In the short War of 1971, several Anglo-Indian Airmen won Gallantry
Awards.Air Marshal Maurice Barker,AVSM,Air Vice-Marshal J.F.Lazaro
PVSM, J.J.Bouche AVSM and A.L.Michael AVSM, Air Commodores Peter
Motiland Wilson PVSM Mahavir Chakra, M.D.Wollan PVSM, Vernon Loyd
PVSM, Group Captain Cecil Parker VM won the Mahavir Chakra for outstanding
Gallantry and Vir Chakras were won by Group Captain Betry Weir,
AVSM, Wing Commanders D.M.Conquest AVSM, Allen Alley and Squadron
Leader D.Lazaro were awarded VMs and mentions in Despatches.
Lt.General Pat Dunn was awarded the Padma Bhushan, for his
exceptional valour in the defence of his country, he took an active
role in the Indo-Pakistan War in 1965.

Flight Lt.Bernard Owen Egan-Walker, was only 24 years old,
when he was shot down in a bombing raid over Germany on the night of December 6th,1944.

Air Marshall Denzil Keelor was commissioned in the I.A.F.
on November 6th 1954.His career covered 36 years in the I.A.F. He
has taken part in operations against Pakistan, in 1965 and 1971
and performed with distinctions. Denzil Keelor was awarded the Kirti
Chakra and the Vir Chakra by the President of India for Gallantry. Air
Marshal Denzil Keelor was born on the 7th December 1933. He is currently
working as Advisor(Aviation) and is in charge of Certification and
Inspection of Aircrew and Operational Surveillance, at the Directorate of Civil Aviation(DGCA).
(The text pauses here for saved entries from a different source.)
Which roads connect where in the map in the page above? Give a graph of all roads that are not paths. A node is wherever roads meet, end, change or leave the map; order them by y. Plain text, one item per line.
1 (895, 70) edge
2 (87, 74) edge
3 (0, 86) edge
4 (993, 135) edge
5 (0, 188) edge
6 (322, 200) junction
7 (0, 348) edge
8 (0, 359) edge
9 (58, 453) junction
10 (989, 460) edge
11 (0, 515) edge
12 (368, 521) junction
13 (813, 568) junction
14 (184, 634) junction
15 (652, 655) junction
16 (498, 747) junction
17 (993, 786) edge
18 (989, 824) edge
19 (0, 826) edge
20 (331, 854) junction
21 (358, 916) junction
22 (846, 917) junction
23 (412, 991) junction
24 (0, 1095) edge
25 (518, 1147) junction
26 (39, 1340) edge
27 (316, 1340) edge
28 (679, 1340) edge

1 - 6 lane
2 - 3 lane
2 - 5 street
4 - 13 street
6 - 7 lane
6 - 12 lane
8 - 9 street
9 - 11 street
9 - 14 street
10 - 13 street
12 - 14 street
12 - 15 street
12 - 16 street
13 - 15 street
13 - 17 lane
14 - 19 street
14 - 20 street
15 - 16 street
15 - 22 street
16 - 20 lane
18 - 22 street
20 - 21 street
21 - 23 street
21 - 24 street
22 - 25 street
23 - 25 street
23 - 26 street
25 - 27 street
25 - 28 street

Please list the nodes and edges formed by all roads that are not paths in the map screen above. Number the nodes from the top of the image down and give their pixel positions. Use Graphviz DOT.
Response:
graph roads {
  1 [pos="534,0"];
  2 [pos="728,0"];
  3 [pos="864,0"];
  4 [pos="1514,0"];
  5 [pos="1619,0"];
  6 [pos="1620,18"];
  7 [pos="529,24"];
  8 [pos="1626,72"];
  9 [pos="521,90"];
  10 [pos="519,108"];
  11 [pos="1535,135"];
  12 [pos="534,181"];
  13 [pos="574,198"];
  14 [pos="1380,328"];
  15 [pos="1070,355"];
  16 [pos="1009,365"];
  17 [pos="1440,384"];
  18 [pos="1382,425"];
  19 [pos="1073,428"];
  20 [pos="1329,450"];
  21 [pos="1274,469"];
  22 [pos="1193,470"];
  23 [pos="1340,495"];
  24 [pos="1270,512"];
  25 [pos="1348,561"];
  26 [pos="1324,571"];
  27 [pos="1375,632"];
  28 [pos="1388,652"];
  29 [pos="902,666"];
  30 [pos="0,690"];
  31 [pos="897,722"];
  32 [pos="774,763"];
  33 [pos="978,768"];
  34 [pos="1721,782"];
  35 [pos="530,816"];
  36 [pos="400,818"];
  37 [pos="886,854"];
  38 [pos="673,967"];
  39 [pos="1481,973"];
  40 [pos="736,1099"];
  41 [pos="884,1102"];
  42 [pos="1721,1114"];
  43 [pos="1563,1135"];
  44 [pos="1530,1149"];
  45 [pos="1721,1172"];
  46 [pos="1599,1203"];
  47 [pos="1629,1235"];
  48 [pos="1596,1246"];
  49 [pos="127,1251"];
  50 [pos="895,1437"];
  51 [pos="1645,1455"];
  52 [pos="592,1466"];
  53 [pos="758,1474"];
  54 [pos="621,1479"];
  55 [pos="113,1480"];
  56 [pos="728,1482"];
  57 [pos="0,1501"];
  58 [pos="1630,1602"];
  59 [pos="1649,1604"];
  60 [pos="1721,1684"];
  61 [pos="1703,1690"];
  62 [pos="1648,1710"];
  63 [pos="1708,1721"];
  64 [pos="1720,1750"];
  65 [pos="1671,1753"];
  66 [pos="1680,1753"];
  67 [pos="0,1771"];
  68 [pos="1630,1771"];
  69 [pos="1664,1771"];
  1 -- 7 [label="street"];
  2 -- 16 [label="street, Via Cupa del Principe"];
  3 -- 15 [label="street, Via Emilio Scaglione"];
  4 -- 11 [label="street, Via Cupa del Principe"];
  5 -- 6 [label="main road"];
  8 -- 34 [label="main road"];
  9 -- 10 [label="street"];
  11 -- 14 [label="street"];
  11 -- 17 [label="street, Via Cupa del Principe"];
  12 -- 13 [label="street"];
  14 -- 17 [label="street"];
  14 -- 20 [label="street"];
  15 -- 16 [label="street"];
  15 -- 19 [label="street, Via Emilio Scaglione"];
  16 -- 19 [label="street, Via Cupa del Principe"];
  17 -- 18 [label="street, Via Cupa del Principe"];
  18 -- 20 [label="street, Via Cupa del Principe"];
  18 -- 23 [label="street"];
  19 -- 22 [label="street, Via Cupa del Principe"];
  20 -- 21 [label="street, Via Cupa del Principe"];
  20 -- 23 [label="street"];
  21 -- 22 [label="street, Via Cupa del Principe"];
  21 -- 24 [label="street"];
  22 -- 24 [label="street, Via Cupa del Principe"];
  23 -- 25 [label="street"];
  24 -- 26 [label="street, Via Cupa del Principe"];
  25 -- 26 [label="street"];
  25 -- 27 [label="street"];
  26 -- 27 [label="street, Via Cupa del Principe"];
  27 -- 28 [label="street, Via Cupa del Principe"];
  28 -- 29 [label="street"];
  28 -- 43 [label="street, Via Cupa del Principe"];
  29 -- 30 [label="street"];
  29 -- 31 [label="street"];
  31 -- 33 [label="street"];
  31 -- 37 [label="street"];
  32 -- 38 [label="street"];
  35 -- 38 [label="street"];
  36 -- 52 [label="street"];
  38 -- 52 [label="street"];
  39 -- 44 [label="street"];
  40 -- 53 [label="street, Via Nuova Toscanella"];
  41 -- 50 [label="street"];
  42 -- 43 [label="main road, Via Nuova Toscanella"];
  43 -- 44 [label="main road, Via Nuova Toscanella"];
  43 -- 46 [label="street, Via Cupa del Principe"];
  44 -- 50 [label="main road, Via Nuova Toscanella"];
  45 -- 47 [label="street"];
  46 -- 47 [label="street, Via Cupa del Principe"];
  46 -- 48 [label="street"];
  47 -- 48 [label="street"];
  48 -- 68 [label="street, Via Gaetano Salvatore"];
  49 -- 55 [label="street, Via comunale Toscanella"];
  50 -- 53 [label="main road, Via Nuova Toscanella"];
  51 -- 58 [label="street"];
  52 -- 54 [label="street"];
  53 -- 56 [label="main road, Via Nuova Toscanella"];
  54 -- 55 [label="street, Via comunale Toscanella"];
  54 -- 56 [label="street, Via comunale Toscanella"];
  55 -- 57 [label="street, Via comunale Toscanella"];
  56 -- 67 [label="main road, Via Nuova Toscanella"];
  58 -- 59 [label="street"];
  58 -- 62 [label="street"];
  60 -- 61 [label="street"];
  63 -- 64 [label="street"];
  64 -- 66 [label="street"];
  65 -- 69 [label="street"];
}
The Battle of Kut, was another occasion when the courage of
the Anglo-Indian soldiers was brought to the fore-front.The battle
stated in 1915 and lasted for one year.An Anglo-Indian battalion
fought against the Turks in the River Tigris, near Kut, from 25th
December 1915.The Turks over ran the position and only a third of
the original force survived. Kut would have been captured on Christmas
Day had the Anglo-Indian Battalion not stood their ground, according to General Townshend.

Helen Rodriguez an Anglo-Indian girl from Bangalore won the
George Medal Award for her courage and outstanding devotion to duty
in the face of Japanese bombers at Taunggyi ,Civil Hospital.Helen
was Matron, stretcer-bearer and performed many operations.She was
captured by the Chinese and then by the Japanese who thought she
was a spy.Helen was bayoneted by a drunken Japanese soldier, but
she survived all her ordeals at the P.O.W. camps.

85% of the women of the Women's Auxiliary Corps.of India
were Anglo-Indians.Apart from Nursing they also served in the Army
and Navy Stores across the country.

Flight Lt.Warneford(1892-1950) of Bangalore was the first
man to shoot down the first Zeppelin in France.He won the Victoria Cross and the Croix de Guerre.

After the second World War sixteen Victoria Crosses were
bestowed on Anglo-Indians and ninety-seven Military Crosses were
awarded for acts of heroism during the War.

Anglo-Indian History is not short of War Heroes and heroic
deeds,with moments of defeat, valour and victory. Someone, somewhere
should create A Virtual Anglo-Indian Cemetery in Cyberspace and
on the Monument of the fallen Anglo-Indian soldier the following
words of Thomas Arnold could be inscribed as an epitaph:
"Two things we ought to learn from History: one, that we
are not in ourselves superior to our fathers; another, that we are
shamefully and monstrously inferior to them, if we do not advance beyond them."